**** The data

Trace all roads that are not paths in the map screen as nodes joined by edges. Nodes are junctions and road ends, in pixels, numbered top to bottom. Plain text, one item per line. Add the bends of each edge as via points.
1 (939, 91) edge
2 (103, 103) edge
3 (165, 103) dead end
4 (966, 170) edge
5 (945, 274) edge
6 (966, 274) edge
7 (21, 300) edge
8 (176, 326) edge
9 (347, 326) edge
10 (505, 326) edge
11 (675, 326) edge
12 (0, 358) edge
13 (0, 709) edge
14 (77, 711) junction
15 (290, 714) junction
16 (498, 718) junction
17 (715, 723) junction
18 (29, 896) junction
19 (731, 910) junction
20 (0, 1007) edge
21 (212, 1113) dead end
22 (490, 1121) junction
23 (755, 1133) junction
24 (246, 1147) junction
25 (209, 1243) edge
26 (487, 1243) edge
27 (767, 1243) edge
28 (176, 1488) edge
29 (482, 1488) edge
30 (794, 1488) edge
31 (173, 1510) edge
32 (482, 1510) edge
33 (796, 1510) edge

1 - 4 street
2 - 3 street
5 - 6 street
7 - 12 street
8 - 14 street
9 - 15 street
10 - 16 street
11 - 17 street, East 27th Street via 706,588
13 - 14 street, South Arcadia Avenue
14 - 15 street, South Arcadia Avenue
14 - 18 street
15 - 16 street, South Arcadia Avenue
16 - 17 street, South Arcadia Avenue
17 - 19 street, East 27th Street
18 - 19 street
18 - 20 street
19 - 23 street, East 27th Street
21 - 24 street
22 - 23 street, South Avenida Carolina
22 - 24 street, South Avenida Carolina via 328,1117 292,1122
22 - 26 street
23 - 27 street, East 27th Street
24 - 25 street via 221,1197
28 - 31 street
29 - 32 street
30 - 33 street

********

**What the task requires:** Each line of the data above is to be duplicated exactly.

**Response for this exercise:**
Trace all roads that are not paths in the map screen as nodes joined by edges. Nodes are junctions and road ends, in pixels, numbered top to bottom. Plain text, one item per line. Add the bends of each edge as via points.
1 (939, 91) edge
2 (103, 103) edge
3 (165, 103) dead end
4 (966, 170) edge
5 (945, 274) edge
6 (966, 274) edge
7 (21, 300) edge
8 (176, 326) edge
9 (347, 326) edge
10 (505, 326) edge
11 (675, 326) edge
12 (0, 358) edge
13 (0, 709) edge
14 (77, 711) junction
15 (290, 714) junction
16 (498, 718) junction
17 (715, 723) junction
18 (29, 896) junction
19 (731, 910) junction
20 (0, 1007) edge
21 (212, 1113) dead end
22 (490, 1121) junction
23 (755, 1133) junction
24 (246, 1147) junction
25 (209, 1243) edge
26 (487, 1243) edge
27 (767, 1243) edge
28 (176, 1488) edge
29 (482, 1488) edge
30 (794, 1488) edge
31 (173, 1510) edge
32 (482, 1510) edge
33 (796, 1510) edge

1 - 4 street
2 - 3 street
5 - 6 street
7 - 12 street
8 - 14 street
9 - 15 street
10 - 16 street
11 - 17 street, East 27th Street via 706,588
13 - 14 street, South Arcadia Avenue
14 - 15 street, South Arcadia Avenue
14 - 18 street
15 - 16 street, South Arcadia Avenue
16 - 17 street, South Arcadia Avenue
17 - 19 street, East 27th Street
18 - 19 street
18 - 20 street
19 - 23 street, East 27th Street
21 - 24 street
22 - 23 street, South Avenida Carolina
22 - 24 street, South Avenida Carolina via 328,1117 292,1122
22 - 26 street
23 - 27 street, East 27th Street
24 - 25 street via 221,1197
28 - 31 street
29 - 32 street
30 - 33 street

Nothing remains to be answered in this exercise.